►

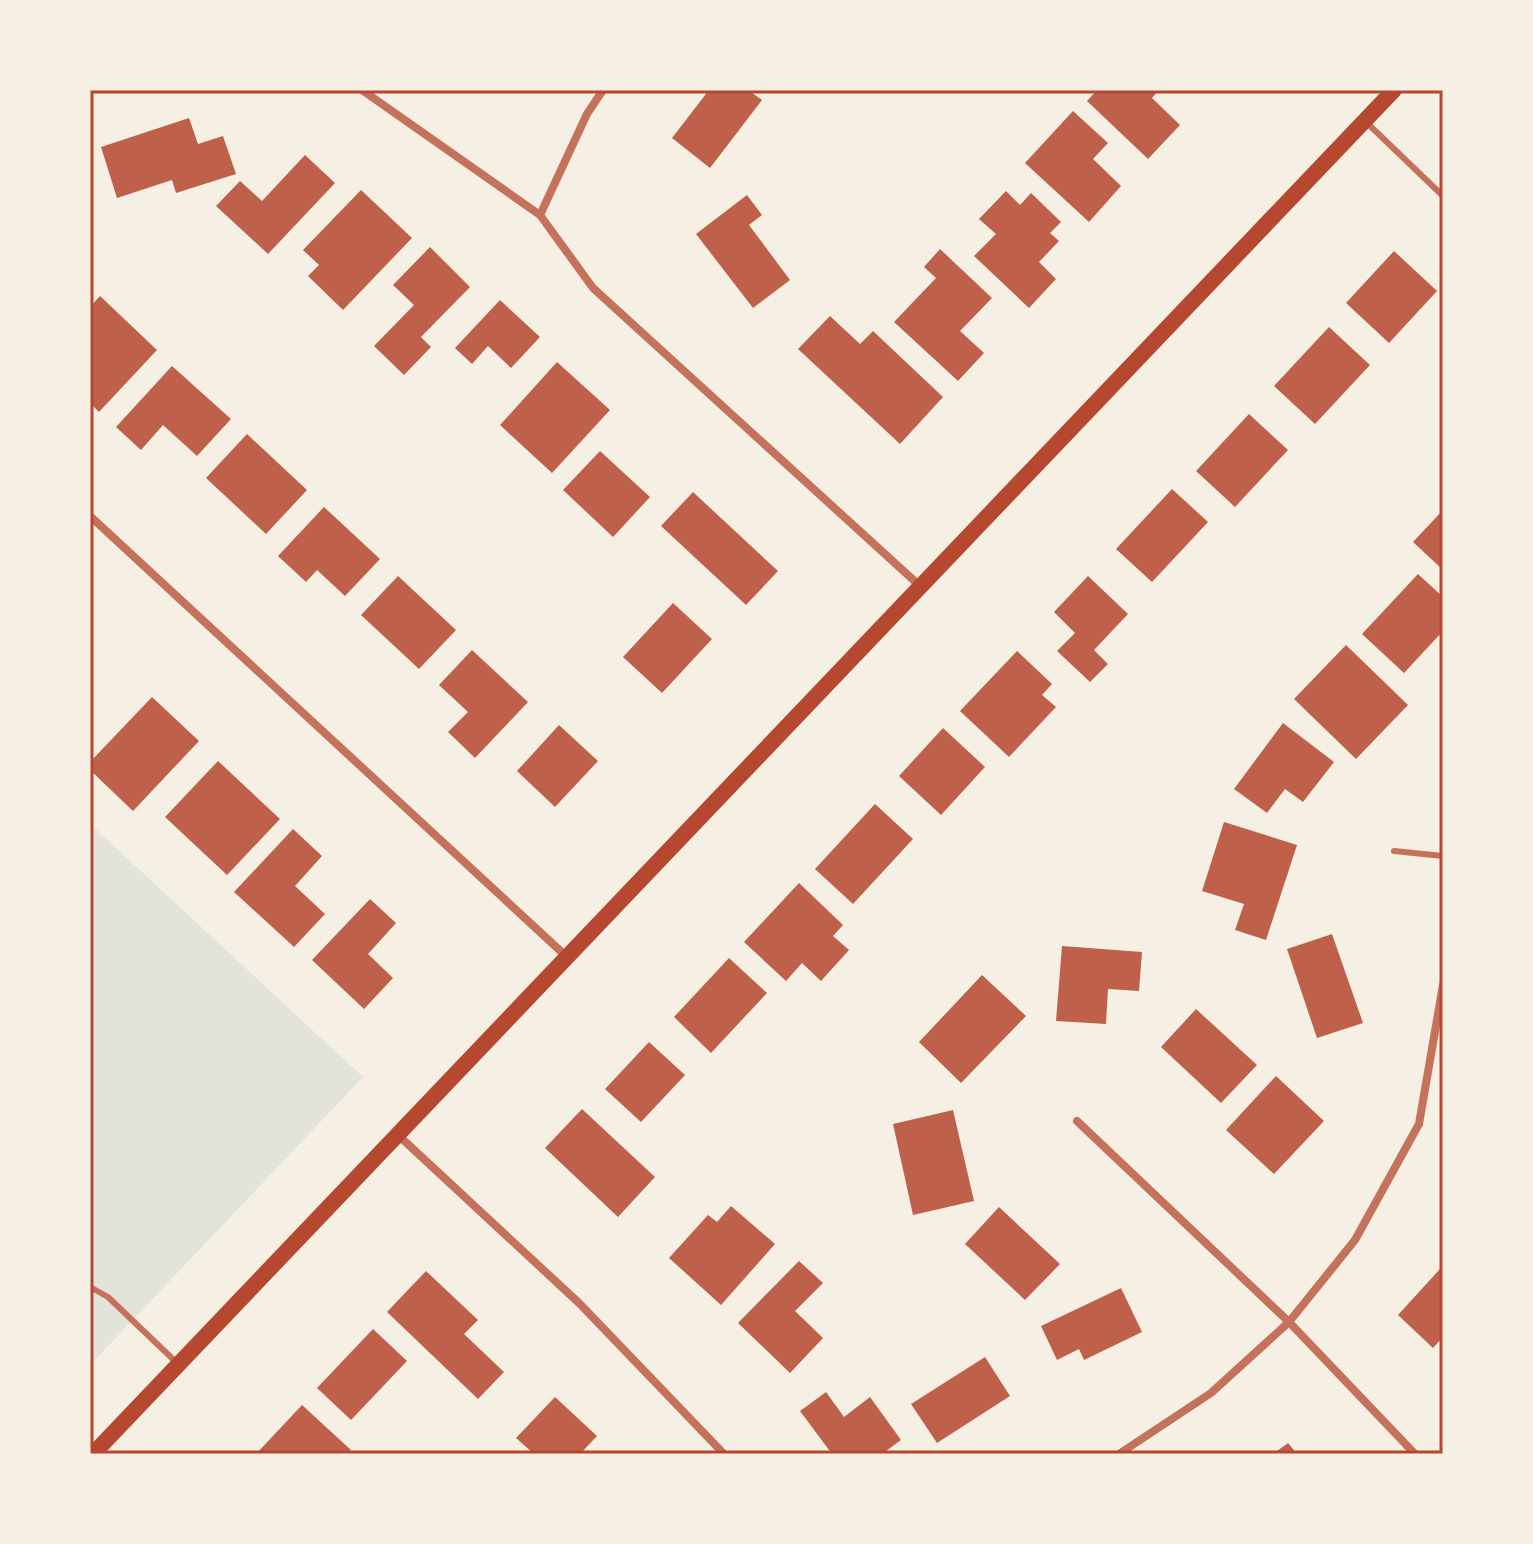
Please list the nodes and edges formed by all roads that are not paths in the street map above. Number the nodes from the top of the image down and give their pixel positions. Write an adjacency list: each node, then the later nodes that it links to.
1 (362, 90): 6 (street)
2 (603, 90): 6 (street)
3 (1394, 90): 4 (main road)
4 (1365, 121): 5 (lane); 8 (main road)
5 (1443, 196)
6 (540, 215): 8 (street)
7 (90, 516): 11 (street)
8 (921, 586): 11 (main road)
9 (1394, 851): 10 (lane)
10 (1443, 856)
11 (567, 957): 15 (main road)
12 (1443, 985): 13 (street)
13 (1441, 1009): 17 (street)
14 (1077, 1121): 17 (street)
15 (398, 1135): 18 (main road); 20 (street)
16 (90, 1287): 18 (lane)
17 (1289, 1322): 21 (street); 22 (street)
18 (179, 1365): 19 (main road)
19 (93, 1454)
20 (724, 1454)
21 (1119, 1454)
22 (1415, 1454)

◄

■ **Exercise instructions**
The result should be the full set of entries above, restated exactly and without images.

■ **Response for this exercise**
Please list the nodes and edges formed by all roads that are not paths in the street map above. Number the nodes from the top of the image down and give their pixel positions. Write an adjacency list: each node, then the later nodes that it links to.
1 (362, 90): 6 (street)
2 (603, 90): 6 (street)
3 (1394, 90): 4 (main road)
4 (1365, 121): 5 (lane); 8 (main road)
5 (1443, 196)
6 (540, 215): 8 (street)
7 (90, 516): 11 (street)
8 (921, 586): 11 (main road)
9 (1394, 851): 10 (lane)
10 (1443, 856)
11 (567, 957): 15 (main road)
12 (1443, 985): 13 (street)
13 (1441, 1009): 17 (street)
14 (1077, 1121): 17 (street)
15 (398, 1135): 18 (main road); 20 (street)
16 (90, 1287): 18 (lane)
17 (1289, 1322): 21 (street); 22 (street)
18 (179, 1365): 19 (main road)
19 (93, 1454)
20 (724, 1454)
21 (1119, 1454)
22 (1415, 1454)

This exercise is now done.